How Fast Can Malaysian Democracy Gallop Before It Stumbles?


Against all odds, Malaysia, for the first time since independence, saw a change of government in May 2018. Should the new government remain stable over the next two years, deep changes in popular culture and civil consciousness, including participation in grassroots politics can be expected.

On 18 July 2018, Dato’ Dr Ooi Kee Beng, Executive Director of Penang Institute, discussed how, with a new-found vigour and renewed confidence in its democratic institutions, the situation in Malaysia is now about deciding the speed at which its democracy’s free gallop is maintained.

Dr Ooi described the events during the recent elections as the culmination of a battering ram that has been knocking on the door of Barisan Nasional for the past few years. Once the gates of change opened, the then-ruling party’s hold on power waned. It also illustrates how the opposition successfully and significantly changed the status quo.

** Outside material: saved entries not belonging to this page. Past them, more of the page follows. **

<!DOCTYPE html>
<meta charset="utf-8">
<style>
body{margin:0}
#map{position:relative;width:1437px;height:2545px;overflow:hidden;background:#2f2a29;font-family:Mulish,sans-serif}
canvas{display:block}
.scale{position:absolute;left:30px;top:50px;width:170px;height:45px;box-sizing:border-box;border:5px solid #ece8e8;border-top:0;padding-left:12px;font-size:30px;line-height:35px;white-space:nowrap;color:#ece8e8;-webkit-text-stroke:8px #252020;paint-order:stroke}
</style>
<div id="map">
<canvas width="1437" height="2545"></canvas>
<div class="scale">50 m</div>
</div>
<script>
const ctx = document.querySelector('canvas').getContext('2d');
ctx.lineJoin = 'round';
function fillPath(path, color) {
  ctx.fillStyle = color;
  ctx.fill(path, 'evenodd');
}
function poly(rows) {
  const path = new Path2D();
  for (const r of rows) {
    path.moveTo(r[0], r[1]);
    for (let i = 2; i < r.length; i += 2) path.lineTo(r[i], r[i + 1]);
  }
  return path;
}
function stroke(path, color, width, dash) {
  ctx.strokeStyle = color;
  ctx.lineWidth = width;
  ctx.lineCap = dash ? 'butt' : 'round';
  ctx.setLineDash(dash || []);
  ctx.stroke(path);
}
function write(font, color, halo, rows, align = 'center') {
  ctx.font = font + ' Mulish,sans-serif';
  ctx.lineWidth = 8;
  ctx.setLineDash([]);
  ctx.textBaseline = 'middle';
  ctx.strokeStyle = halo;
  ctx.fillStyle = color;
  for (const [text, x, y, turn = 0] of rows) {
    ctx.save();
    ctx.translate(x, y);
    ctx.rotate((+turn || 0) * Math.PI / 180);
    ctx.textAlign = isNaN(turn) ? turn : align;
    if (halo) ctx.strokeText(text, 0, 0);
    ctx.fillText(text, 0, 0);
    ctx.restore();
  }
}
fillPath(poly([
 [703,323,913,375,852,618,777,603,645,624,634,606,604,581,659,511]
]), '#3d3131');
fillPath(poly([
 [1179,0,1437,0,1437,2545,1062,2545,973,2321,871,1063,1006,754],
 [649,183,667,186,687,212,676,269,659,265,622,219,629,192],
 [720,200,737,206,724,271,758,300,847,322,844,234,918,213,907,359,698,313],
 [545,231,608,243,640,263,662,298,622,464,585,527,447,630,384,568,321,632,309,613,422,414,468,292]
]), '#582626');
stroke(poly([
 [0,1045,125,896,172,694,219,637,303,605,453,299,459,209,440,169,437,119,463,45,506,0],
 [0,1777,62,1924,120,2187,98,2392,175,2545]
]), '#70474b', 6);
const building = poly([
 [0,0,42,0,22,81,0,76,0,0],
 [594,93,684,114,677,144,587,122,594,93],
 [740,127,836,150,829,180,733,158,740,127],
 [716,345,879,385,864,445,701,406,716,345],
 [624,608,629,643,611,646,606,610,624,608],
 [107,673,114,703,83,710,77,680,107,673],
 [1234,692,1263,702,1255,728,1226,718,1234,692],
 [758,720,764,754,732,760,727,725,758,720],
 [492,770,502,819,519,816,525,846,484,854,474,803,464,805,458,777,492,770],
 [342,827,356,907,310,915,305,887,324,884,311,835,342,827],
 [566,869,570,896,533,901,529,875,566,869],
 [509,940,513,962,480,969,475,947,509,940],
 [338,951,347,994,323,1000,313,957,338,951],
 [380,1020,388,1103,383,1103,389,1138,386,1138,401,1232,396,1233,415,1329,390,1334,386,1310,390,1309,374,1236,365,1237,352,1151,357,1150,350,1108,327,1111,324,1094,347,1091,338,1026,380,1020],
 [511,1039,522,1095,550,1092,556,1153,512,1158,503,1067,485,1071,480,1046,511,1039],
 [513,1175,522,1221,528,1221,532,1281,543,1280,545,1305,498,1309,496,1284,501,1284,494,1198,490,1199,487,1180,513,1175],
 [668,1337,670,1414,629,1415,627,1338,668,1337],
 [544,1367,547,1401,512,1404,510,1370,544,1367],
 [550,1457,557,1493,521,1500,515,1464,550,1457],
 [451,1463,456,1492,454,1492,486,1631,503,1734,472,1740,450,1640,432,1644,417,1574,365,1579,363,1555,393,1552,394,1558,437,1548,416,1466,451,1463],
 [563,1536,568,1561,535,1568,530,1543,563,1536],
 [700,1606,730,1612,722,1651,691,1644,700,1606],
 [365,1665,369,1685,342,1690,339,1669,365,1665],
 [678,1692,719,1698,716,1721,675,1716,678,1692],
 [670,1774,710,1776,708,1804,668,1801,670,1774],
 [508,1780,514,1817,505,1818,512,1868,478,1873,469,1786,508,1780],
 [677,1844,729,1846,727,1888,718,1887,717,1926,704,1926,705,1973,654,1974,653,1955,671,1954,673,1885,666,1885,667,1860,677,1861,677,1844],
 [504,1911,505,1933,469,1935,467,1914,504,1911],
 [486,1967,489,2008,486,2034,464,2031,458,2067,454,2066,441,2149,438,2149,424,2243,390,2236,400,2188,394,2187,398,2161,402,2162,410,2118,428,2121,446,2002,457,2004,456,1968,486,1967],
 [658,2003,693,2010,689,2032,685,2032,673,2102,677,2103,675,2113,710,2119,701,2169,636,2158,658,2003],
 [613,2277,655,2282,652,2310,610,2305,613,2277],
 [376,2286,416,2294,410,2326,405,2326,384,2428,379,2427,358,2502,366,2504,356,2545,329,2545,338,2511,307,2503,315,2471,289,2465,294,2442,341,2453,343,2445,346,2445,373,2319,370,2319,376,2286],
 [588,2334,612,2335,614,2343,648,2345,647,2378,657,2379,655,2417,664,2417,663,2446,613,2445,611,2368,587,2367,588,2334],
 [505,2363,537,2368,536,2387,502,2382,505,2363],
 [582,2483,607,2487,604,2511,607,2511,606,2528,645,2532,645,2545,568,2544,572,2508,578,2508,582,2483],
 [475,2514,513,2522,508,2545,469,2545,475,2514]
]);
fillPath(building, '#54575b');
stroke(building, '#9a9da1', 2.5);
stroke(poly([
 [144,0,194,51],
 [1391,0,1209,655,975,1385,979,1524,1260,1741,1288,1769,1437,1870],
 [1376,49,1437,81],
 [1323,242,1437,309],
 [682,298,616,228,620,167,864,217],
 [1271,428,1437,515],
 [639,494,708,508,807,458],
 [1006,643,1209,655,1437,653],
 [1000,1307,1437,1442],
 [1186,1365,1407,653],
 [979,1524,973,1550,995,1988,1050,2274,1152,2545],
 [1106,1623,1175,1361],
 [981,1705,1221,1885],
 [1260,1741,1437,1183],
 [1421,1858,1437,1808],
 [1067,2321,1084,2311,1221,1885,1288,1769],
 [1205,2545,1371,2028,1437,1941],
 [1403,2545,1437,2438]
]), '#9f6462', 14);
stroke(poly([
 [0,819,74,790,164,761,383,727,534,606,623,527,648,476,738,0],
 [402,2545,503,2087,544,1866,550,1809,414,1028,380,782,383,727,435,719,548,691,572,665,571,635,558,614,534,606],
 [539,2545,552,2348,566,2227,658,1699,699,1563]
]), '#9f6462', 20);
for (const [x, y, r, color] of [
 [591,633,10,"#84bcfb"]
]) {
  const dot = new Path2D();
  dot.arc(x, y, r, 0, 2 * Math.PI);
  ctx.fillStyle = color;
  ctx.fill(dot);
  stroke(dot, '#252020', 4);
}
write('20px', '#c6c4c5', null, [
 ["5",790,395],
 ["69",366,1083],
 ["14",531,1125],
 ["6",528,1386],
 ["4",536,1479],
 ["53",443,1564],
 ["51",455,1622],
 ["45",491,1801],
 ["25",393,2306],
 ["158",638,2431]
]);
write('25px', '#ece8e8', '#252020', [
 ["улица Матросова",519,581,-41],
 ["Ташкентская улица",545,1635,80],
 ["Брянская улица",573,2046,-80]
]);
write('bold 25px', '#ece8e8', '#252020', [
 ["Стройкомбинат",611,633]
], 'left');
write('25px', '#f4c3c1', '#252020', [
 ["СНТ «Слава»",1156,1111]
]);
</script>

To give a better understanding of what could have led to the results of the May 2018 elections, Dr Ooi touched on notable periods in Malaysia’s political history. Examples include the preceding elections of 2008 and 2013, the period when Dr Mahathir Mohamad was not in power from 2003 to 2018, and the influence of the successful Reformasi Movement. Adding to these, Malaysians were feeling increasingly despondent, especially with the many charges of corruption against government officials. Dr Ooi also talked about how Dr Mahathir’s return to politics bolstered the opposition’s chances.

The talk ended with Dr Ooi addressing questions from the audience, which included the next generation of Malaysian leaders, the global trend of rising populism and its relevance on Malaysia, and country’s race-based politics.